--- Exercise materials ---
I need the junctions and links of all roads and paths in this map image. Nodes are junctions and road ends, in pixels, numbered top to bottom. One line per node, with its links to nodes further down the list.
--
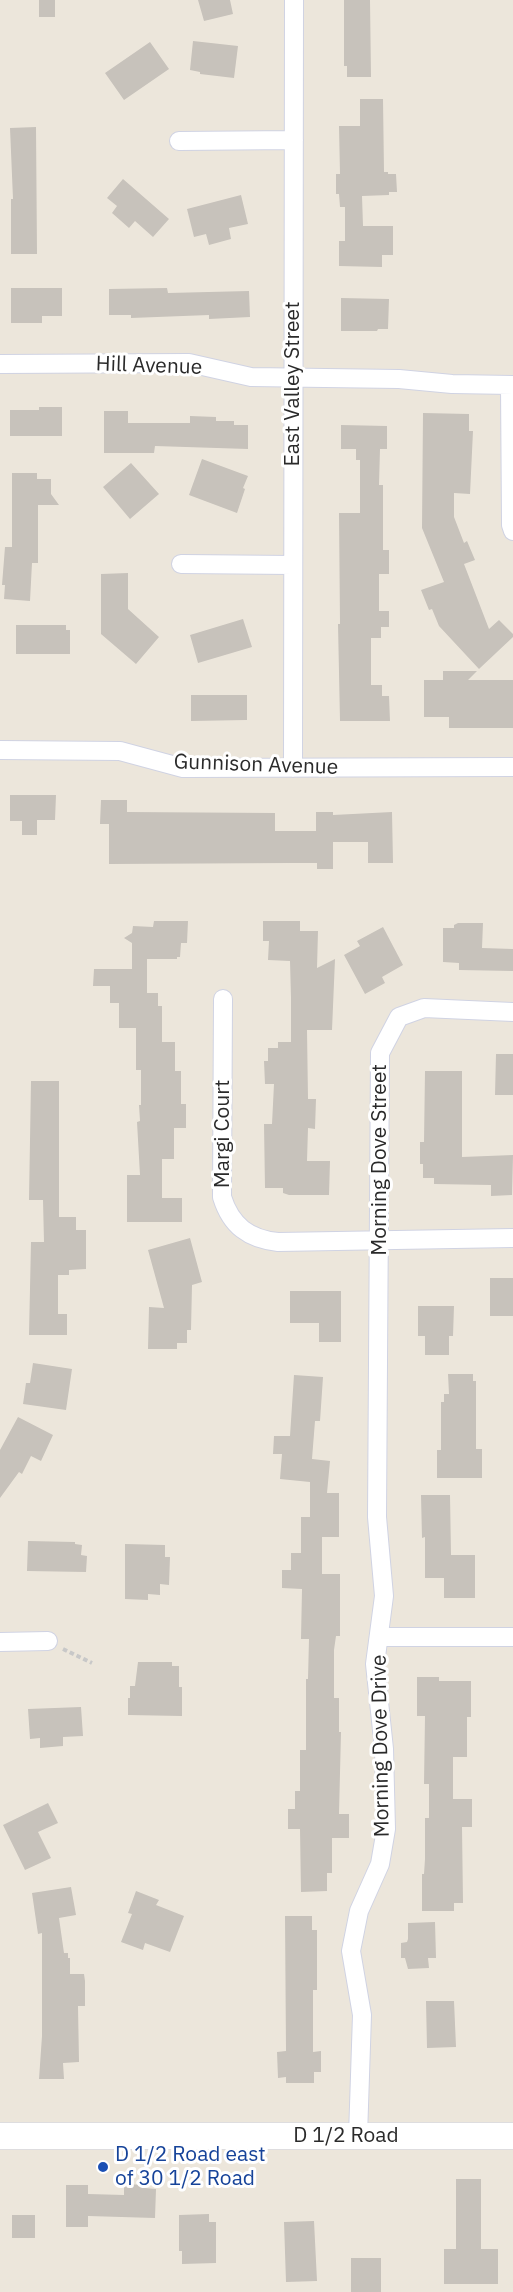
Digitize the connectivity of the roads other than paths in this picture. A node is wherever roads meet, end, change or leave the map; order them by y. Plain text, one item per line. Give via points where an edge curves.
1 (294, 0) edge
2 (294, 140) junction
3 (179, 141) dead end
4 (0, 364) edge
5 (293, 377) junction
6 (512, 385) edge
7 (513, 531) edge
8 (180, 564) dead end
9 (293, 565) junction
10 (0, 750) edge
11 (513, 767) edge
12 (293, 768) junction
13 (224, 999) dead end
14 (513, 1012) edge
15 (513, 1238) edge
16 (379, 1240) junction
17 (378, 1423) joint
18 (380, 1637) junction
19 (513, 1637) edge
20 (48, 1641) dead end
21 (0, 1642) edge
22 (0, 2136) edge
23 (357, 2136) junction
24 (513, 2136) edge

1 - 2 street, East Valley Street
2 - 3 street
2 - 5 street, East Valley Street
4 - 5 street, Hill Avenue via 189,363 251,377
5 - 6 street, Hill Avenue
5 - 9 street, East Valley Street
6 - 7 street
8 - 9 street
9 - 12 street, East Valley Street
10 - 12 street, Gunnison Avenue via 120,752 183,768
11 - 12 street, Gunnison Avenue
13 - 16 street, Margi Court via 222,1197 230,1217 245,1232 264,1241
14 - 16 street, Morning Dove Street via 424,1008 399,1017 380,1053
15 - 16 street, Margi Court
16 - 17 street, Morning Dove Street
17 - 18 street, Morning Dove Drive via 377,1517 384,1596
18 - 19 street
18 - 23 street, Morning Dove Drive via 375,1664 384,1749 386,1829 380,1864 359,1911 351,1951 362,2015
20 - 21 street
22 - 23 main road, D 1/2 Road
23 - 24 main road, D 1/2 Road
--
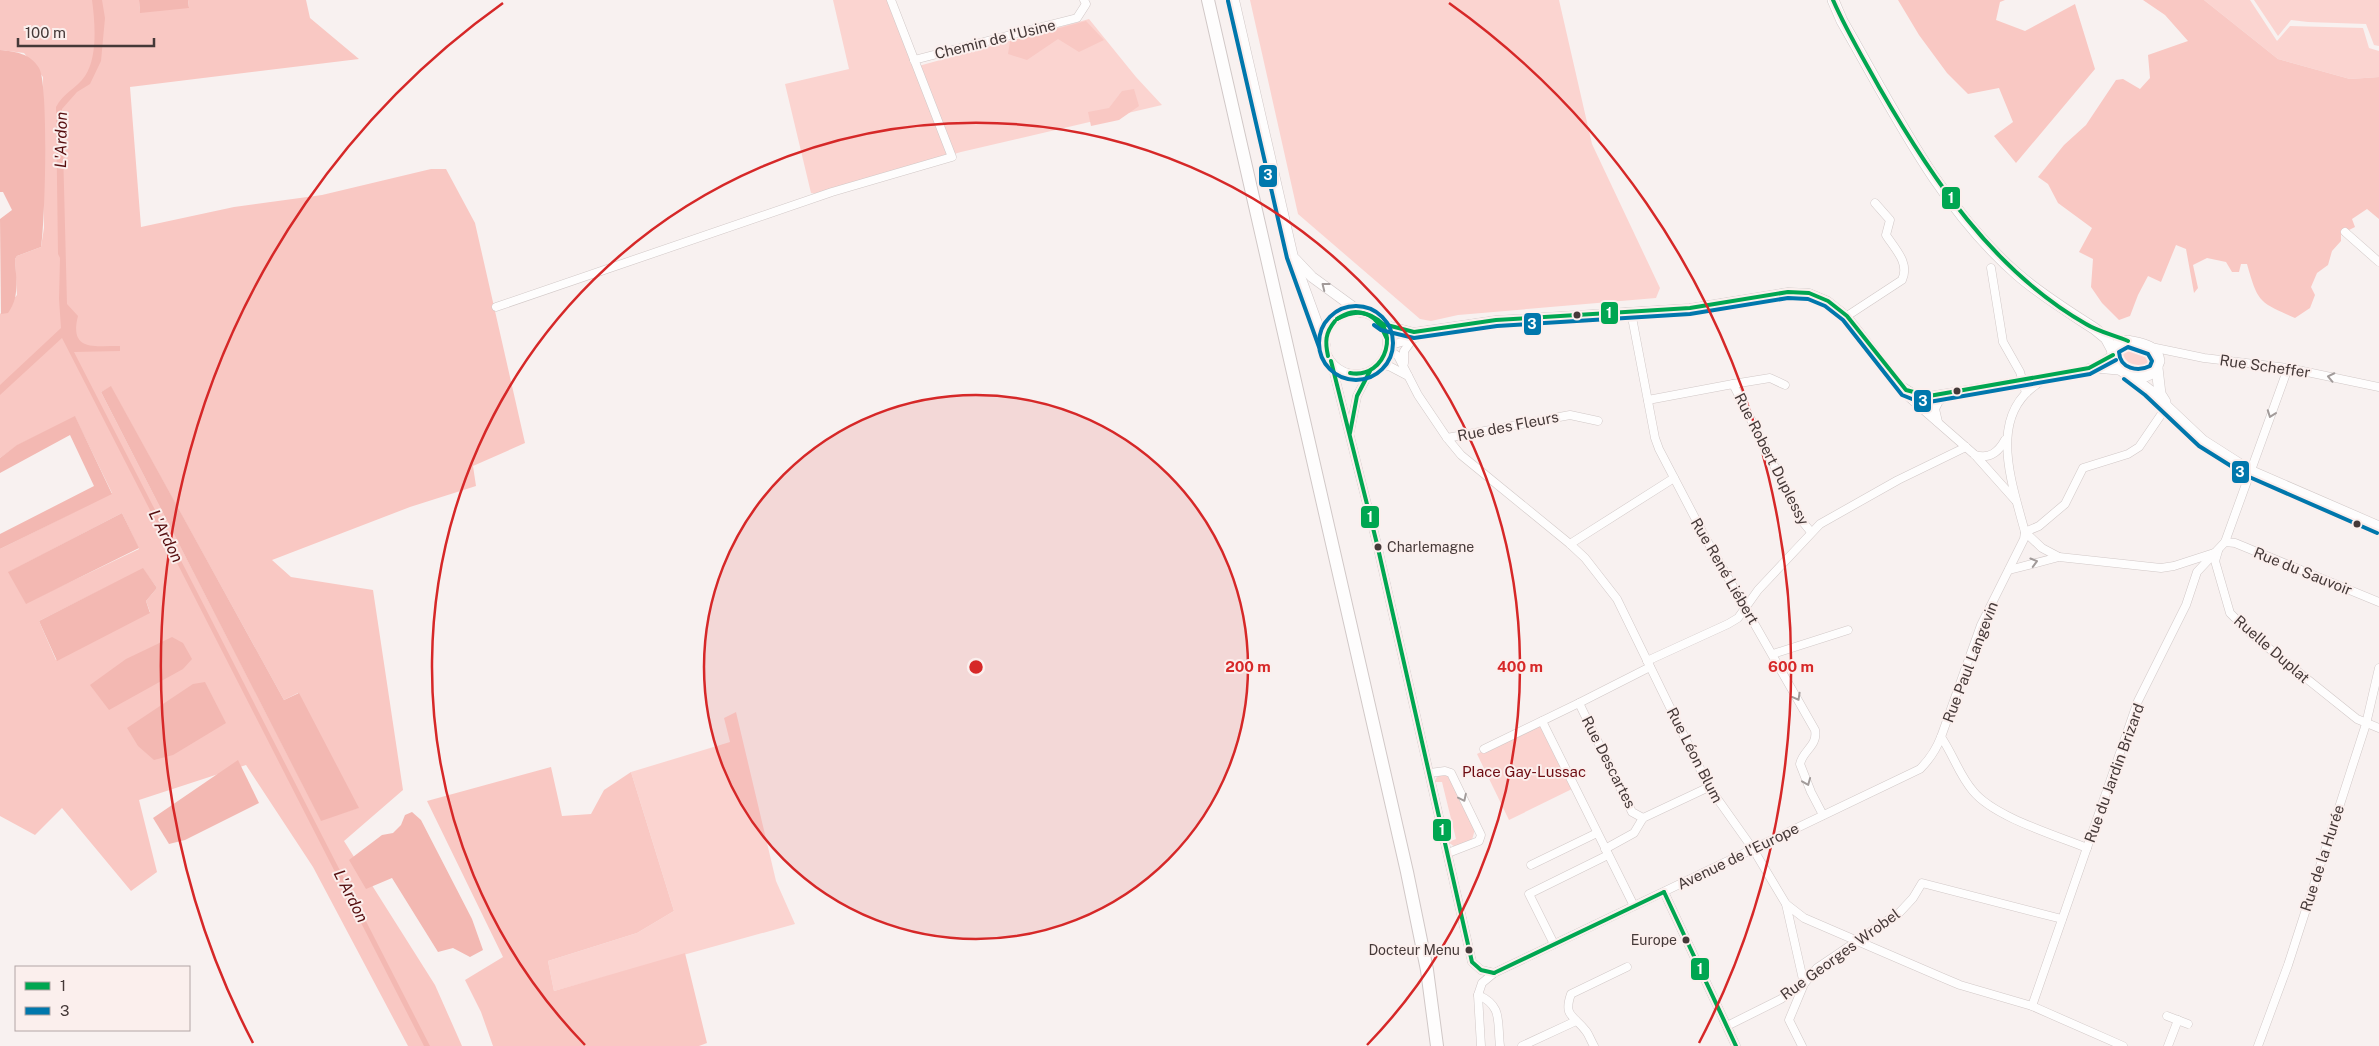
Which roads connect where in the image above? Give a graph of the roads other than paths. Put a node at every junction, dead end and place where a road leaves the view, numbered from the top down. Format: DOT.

--- Activity ---
Copy each line above containing the string "image".

--- Written solution ---
I need the junctions and links of all roads and paths in this map image. Nodes are junctions and road ends, in pixels, numbered top to bottom. One line per node, with its links to nodes further down the list.
Which roads connect where in the image above? Give a graph of the roads other than paths. Put a node at every junction, dead end and place where a road leaves the view, numbered from the top down. Format: DOT.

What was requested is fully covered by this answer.